INDIANAPOLIS -- Within minutes of Mike Davis's resignation,
Steve Alford was a reluctant and tightlipped front-runner for the
Indiana basketball coaching job.
The Iowa coach was Indiana's Mr. Basketball, a two-time
All-American under Bob Knight and led the Hoosiers to the 1987 NCAA
championship. Fans booed Indiana Pacers CEO Donnie Walsh when he
passed on Alford in the NBA draft -- and instead picked Reggie
Even Davis, who coached Indiana for six years but still remained
in Knight's shadow, speculated the Hoosiers would be better served
by one of their own.
There's just one problem.
No matter how popular he remains in his home state, Alford is
still the Iowa coach, at least through the end of the season. He
refuses to comment publicly about the Indiana job or his status
with the Big Ten-leading Hawkeyes (No. 20 ESPN/USA Today; No. 18 AP).
"I have this comment: My entire focus and energy is helping my
team win a Big Ten championship and get ready for the NCAA
Tournament," he said during an Iowa teleconference Friday. "This
is my only concern. And you can underline entire and only."
Each time the question was broached, albeit in different forms,
Alford repeated the mantra, "My entire focus ..."
Finally, when asked whether the questioning about Indiana was
inappropriate or unfair, he groaned, "You really don't want me to
repeat the thing again, do you?

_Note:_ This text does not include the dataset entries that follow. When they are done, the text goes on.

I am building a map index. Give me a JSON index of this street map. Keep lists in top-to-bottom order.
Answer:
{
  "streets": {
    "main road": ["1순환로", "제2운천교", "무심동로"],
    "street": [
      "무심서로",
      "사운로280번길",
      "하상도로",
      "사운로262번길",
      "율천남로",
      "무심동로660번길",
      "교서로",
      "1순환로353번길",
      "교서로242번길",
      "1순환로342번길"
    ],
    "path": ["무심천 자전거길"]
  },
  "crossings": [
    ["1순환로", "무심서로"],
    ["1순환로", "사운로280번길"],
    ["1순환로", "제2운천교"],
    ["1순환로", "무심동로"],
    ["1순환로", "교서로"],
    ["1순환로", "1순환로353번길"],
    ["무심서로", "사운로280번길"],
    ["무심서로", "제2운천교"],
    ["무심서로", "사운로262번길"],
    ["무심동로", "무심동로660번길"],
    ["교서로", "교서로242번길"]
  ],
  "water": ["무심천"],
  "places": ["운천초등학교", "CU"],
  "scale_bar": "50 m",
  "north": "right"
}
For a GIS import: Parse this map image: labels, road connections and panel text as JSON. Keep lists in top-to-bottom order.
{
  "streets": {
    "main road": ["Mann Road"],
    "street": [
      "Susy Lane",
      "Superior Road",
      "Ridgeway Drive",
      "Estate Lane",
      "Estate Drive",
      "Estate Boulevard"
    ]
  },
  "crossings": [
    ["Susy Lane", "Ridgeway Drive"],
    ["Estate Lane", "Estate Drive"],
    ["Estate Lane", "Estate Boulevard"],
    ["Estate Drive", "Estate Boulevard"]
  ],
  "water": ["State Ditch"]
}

I've had to repeat it seven
But Alford will likely have to repeat it many more times before
the end of the season, which still has four more games before the
Big Ten tournament and then the NCAA. Especially since Indiana
athletics director Rick Greenspan said he wouldn't select a new
coach until after the Final Four.
That leaves a lot of time for speculation, and Alford is
consistently among the first names mentioned, along with Ohio State
coach Thad Matta, a former coach at Butler, and even Rick Majerus,
a former coach at Utah and Ball State.
"There's a lot of talk that he does have a lot of influential
alumni behind him, I think, because his name has come up twice
before -- when Knight was fired and a little bit last year," said
Mike Pegram of the Inside Indiana fan magazine and peegs.com. "A
lot of people have come in contact with the Alford family through
the years that are also Indiana alums. So there's always going to
be some alumni support for Steve."
Pegram's Web site on Friday listed six names for visitors to
vote on their preference for Indiana's next coach. With more than
800 votes cast, Matta was first with 35 percent, followed by Alford
at 21 percent. Golden State Warriors and former Stanford coach Mike
Montgomery, Tennessee's Bruce Pearl, Majerus and Marquette's Tom
Crean were all far behind.
Back home, Alford's return would be welcomed.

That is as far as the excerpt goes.